5. Vitamin D Supplementation and Disease Course

Hard evidence shows that mean vitamin D concentrations are lower in IBD patients than in the general population [14]. Independent predictors of vitamin D deficiency include non-Caucasian ethnicity, high BMI (>30 kg/m2) both in CD and UC, and IBD-related surgery in CD [95,96]. Inadequate exposure to sunlight, more so in patients with active disease, negatively affects vitamin D levels. The use of cholestyramine to treat bile acid diarrhea following distal ileum resection, also contributes to vitamin D deficiency, due to malabsorption of fat-soluble vitamins [97]. Conversely, the multivariate analysis does not show an association of steroid use with vitamin D deficiency, in IBD (p = 0.12 versus controls) [95]. Nonetheless, international guidelines support vitamin D supplementation in all IBD patients on steroids, to prevent the negative effect of steroids on bone metabolism [27]. A correlation between vitamin D levels and disease activity is also present [30]. Levels of 25(OH)D ≤ 25 ng/mL in a retrospective study had an AUC of 0.79–0.81 for the identification of endoscopic and histologic activity [98]. Reduced risk of postoperative endoscopic recurrence in patients with CD who underwent surgery has been reported in an observational study in patients with vitamin D > 30 ng/mL (OR 0.22, 95% CI 0.07–0.66, p = 0.006) [99]. Thus, vitamin D has been proposed as a potential biomarker of disease activity [98,100]. This is, at best, debatable, as vitamin D concentration reflects changes occurring over relatively long periods. Whether vitamin D supplementation represents a potential therapeutic option is controversial [100]. A well-conducted RCT including 94 CD patients, showed a non-significantly lower rate of relapse in patients treated with 1200 IU/day of vitamin D compared to the placebo group (6/46 vs. 14/48; p = 0.06) [92]. However, several other RCTs led to conflicting conclusions. This likely results from the small number of patients included in underpowered studies (Table 1). Moreover, the extreme variability in dosage regimens, and duration of follow-up, make results hardly comparable.

Table 1

RCTs evaluating vitamin D supplementation on IBD and clinical course.

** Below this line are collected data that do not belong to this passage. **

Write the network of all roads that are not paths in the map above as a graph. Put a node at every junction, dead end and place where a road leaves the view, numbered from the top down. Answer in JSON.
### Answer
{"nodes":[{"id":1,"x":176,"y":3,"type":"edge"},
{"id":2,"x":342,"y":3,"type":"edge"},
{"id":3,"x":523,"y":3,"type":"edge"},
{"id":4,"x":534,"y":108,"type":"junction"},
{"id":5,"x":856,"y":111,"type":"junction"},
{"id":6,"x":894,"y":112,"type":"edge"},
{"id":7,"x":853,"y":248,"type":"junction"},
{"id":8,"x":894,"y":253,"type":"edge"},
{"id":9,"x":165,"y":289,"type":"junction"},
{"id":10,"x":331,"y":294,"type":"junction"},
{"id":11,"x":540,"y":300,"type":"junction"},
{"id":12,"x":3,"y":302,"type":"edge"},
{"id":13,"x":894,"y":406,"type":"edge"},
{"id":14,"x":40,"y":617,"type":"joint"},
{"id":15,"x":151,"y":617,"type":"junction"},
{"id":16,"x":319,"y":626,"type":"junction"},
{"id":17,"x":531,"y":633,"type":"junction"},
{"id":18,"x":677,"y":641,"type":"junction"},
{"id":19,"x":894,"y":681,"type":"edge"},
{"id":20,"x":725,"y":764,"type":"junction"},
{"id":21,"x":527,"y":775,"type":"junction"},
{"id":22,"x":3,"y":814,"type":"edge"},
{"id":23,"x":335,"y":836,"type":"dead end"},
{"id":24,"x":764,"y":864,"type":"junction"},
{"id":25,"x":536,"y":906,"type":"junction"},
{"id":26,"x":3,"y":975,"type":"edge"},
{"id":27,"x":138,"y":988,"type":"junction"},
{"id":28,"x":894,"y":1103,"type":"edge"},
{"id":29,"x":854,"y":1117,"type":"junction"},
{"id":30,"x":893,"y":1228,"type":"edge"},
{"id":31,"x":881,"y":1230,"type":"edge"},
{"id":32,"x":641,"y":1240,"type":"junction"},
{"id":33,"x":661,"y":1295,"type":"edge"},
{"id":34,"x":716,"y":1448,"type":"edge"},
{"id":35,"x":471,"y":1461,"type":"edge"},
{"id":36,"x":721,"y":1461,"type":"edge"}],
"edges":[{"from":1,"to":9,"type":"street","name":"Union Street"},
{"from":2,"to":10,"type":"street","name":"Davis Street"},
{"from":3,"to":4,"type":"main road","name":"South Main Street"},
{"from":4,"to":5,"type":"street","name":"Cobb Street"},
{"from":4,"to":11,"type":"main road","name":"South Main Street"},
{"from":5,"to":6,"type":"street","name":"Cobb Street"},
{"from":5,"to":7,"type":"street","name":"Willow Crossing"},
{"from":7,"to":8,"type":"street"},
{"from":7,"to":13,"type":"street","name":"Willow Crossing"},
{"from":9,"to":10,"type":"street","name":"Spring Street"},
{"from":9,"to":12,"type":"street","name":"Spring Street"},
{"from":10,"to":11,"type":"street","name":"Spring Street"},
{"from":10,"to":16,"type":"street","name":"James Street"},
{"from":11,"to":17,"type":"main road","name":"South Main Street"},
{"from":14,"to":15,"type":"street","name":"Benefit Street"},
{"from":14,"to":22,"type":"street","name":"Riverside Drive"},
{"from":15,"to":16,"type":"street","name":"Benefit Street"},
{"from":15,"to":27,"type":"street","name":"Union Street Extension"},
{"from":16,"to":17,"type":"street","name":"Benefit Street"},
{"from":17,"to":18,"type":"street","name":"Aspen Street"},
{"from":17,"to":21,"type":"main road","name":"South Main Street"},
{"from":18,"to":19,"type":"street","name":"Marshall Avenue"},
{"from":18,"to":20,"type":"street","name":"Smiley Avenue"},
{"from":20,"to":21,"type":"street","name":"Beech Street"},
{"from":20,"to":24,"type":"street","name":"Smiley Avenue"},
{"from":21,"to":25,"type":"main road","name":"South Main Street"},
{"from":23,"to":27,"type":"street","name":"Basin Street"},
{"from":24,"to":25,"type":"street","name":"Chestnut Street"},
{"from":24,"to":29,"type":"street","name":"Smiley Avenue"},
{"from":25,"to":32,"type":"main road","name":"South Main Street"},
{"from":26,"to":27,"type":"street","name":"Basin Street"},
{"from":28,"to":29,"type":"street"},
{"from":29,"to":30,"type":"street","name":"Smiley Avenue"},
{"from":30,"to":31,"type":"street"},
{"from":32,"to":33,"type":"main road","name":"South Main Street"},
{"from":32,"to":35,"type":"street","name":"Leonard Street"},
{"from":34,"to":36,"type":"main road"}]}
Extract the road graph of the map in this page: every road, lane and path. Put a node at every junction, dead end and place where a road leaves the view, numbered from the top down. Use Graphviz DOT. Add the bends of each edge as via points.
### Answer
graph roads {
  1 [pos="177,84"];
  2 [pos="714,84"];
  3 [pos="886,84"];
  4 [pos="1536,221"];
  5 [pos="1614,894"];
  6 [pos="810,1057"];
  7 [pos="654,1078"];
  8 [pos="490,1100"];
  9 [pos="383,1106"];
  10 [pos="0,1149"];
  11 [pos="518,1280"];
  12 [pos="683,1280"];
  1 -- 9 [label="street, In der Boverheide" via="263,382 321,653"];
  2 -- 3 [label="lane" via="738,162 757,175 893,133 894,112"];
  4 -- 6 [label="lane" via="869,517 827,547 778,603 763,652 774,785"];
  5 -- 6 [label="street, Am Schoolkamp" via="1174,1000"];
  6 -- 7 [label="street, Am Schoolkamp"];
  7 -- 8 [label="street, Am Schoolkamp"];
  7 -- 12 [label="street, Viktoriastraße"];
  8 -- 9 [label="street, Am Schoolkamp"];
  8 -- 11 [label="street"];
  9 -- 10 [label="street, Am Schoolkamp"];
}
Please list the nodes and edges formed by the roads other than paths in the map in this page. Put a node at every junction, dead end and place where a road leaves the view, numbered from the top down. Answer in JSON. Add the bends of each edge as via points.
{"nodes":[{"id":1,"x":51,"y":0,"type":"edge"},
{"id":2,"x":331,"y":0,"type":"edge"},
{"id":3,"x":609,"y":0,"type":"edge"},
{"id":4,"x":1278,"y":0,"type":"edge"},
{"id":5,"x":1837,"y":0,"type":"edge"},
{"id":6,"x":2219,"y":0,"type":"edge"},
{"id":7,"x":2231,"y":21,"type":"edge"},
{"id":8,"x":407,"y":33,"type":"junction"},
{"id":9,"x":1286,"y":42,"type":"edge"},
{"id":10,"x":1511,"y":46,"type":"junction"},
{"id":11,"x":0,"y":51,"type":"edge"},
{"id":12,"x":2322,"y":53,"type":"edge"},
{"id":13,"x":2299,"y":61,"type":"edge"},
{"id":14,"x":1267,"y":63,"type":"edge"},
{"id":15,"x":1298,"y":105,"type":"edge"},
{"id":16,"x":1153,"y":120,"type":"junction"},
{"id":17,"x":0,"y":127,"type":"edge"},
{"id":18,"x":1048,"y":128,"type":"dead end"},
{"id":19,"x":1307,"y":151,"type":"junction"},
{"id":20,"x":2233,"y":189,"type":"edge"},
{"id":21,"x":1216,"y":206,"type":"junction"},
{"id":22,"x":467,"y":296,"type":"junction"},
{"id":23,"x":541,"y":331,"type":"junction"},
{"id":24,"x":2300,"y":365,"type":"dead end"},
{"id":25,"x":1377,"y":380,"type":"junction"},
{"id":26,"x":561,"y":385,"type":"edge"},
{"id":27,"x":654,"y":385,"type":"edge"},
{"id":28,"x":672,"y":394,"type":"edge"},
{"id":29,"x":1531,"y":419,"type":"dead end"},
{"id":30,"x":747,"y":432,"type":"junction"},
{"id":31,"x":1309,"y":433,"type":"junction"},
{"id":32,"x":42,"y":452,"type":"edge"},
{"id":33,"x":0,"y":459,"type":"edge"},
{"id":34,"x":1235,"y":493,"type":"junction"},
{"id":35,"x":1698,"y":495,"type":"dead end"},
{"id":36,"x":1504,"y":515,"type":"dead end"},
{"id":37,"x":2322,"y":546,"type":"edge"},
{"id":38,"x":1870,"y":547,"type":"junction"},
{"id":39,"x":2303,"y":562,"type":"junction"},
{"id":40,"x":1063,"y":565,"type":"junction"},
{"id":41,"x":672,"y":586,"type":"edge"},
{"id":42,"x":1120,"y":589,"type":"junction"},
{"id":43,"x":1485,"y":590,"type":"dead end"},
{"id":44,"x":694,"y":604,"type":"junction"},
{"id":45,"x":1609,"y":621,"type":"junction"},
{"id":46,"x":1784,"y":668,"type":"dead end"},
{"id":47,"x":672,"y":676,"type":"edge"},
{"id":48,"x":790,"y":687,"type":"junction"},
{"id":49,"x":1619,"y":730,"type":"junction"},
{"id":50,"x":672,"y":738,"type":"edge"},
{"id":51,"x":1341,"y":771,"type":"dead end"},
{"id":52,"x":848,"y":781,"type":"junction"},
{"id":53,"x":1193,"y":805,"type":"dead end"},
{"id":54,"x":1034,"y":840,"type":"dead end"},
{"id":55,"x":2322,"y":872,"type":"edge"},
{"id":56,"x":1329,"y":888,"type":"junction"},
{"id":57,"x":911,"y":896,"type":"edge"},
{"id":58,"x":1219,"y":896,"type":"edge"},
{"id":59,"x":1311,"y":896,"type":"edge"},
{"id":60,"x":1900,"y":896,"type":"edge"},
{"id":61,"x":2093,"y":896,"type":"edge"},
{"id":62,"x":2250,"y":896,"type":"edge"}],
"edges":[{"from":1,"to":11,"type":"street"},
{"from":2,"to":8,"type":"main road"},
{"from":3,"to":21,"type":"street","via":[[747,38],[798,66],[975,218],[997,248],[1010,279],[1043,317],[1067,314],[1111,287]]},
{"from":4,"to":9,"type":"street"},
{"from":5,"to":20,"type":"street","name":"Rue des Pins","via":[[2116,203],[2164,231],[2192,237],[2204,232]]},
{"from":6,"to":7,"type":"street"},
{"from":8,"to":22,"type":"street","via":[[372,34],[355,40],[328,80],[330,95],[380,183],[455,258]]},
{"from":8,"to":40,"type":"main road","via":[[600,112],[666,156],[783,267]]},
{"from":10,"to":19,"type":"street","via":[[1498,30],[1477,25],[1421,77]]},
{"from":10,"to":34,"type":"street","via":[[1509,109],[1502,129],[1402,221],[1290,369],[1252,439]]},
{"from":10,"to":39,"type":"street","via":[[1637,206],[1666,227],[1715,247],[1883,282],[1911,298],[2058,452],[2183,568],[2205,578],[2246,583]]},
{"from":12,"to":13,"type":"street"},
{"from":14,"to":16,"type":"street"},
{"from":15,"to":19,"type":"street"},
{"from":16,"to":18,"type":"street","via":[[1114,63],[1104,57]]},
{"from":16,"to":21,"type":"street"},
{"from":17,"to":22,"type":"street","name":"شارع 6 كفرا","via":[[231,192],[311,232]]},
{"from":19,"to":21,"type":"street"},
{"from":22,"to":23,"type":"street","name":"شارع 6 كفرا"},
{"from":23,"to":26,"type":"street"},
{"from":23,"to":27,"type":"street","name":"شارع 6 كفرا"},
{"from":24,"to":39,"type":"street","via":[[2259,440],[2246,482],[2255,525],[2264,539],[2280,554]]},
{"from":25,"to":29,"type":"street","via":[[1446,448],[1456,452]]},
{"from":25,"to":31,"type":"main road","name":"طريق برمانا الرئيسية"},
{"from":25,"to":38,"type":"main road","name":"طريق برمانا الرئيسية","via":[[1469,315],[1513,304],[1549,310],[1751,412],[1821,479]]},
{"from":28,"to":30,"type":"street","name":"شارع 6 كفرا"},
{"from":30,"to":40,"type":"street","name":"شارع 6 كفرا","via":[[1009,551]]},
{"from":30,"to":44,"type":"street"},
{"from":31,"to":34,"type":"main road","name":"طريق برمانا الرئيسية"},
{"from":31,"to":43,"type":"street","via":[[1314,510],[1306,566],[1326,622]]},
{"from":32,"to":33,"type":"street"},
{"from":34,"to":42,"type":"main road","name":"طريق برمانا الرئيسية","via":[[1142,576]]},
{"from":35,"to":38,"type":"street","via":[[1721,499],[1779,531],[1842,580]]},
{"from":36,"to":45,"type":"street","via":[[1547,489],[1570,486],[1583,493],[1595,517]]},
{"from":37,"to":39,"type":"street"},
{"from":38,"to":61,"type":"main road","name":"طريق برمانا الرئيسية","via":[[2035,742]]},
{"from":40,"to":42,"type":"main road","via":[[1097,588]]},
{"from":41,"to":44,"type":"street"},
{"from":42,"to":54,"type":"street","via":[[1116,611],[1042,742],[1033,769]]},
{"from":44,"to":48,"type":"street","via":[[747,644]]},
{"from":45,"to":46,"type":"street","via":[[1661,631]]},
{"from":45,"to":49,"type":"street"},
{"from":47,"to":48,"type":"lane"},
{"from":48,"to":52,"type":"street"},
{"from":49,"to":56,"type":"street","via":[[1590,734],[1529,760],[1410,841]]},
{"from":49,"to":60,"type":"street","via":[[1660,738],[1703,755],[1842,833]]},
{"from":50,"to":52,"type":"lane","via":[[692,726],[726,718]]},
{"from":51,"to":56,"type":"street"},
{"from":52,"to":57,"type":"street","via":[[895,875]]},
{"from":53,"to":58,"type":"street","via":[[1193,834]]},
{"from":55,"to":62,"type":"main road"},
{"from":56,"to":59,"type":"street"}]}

STUDY	Country	Patients Included	Disease	Intervention Group	Vitamin D Doses in the Intervention Group	Control Group	Control Group (Placebo or VitD)	Difference in the Mean Daily Dose *	Follow-Up	Outcomes (Disease Activity Evaluation)	Outcomes (Adverse Events; Vitamin D Levels)	Relapse Intervention vs. Control
Bafutto 2017 [101]	Brazil	30 moderate to severe and VitD levels < 30 ng/mL	CD	20	50,000 IU/die10.000 IU/die	10	2000 UI/die	48,000 IU8000 IU	8 weeks	↓CRP; ↓FC; ↑IBDQ	↑VitD	n.a.
Ahamed 2019 [102]	India	60 with UCDAI >3 and VitD levels < 40 ng/mL	UC	30	60,000 IU/d for 8 days	30	placebo	17,142 IU	4 weeks	↓UCDAI; ↓CRP; ↓FC	↑VitD; =AE	n.a.
Narula 2017 [103]	Canada	34 in remission	CD	18	10,000 IU/die	16	1000 IU/die	9000 IU	12 months	=CRP; ↓relapse **	↑VitD; =AE	0 vs. 3 **
Dadaei 2015 [104]	Ireland	108 and VitD levels < 30 ng/mL	IBD	53 (10 CD; 43UC)	50,000/week	55 (6 CD; 49UC)	placebo	7142 UI	12 weeks	none	↑VitD	n.a.
de Bruyn 2021 ** [105]	Netherlands and Belgium	143 with ileocolonic resection	CD	72	25,000/week	71	placebo	3571 UI	26 weeks	=Rutgerts score; =IBDQ; =CRP; =FC	↑VitD; =AE	n.a.
Sharifi 2016 [106]	Iran	86 in remission	UC	46	300,000 IU/90 die	40	placebo	3300 IU	3 months	↓ESR; ↓CRP	↑VitD	n.a.
Mathur 2017 [107]	U.S.A.	18 and VitD < 30 ng/mL	UC	10	4000 IU/die	8	2000 IU/die	2000 IU	3 months	=CRP; =pMayo;↑SIBDQ	↑VitD; =AE	n.a.
Raftery 2015 [54]	Ireland	27 in remission	CD	13	2000 IU/die	14	placebo	2000 IU	3 months	=CDAI; =CRP; =FC; =QoL	↑VitD	0 vs. 0
Tan 2018 [108]	China	91 with VitD levels< 20 ng/mL	IBD	23 CD24 UC	150,000 IU/90 die	19 CD25 UC	placebo	1666 IU	12 months	=CRP; =ESR; =CDAI; =pMayo	↑VitD; =AE	n.a.
Bendix 2015 ‡ [109]	Denmark	18	CD	9 largest VitD increase ‡	1200 IU/die	9 seasonally matched ‡	placebo	1200 IU	26 weeks	=CRP; =HBI; =CDAI	↑VitD	0 vs. 1
Bendix-Struve 2010‡ [110]	Denmark	20	CD	10 largest VitD increase ‡	1200 IU/die	10 seasonally matched	placebo	1200 IU	12 months	=CDAI	↑VitD	0 vs. 1
Jorgensen 2010 [92]	Denmark	94 in remission	CD	46	1200 IU/d	48	placebo	1200 IU	12 months	↓relapse rate †	↑VitD;↓AE	6 vs. 14
Bartels 2014 [111]	Denmark	19 in remission	CD	10 with increased in vitD levels	1200 IU/die	9 seasonally matched ‡	placebo	1200 IU	26 weeks	=CRP=CDAI	n.a.	0 vs. 1
Karimi 2019 [112]	Iran	46 II mild to moderate disease	UC	24	2000 IU/die	22	1000 IU/die	1000 IU	12 weeks	↓CDAI; ↓IBDQ	↑VitD; =AE	n.a.
Arihiro 2018 [113]	Japan	223	IBD	108	500/die	115	placebo	500 IU	2 months	↑UCDAI;↓Lichtiger score;	↑VitD; =AE	n.a.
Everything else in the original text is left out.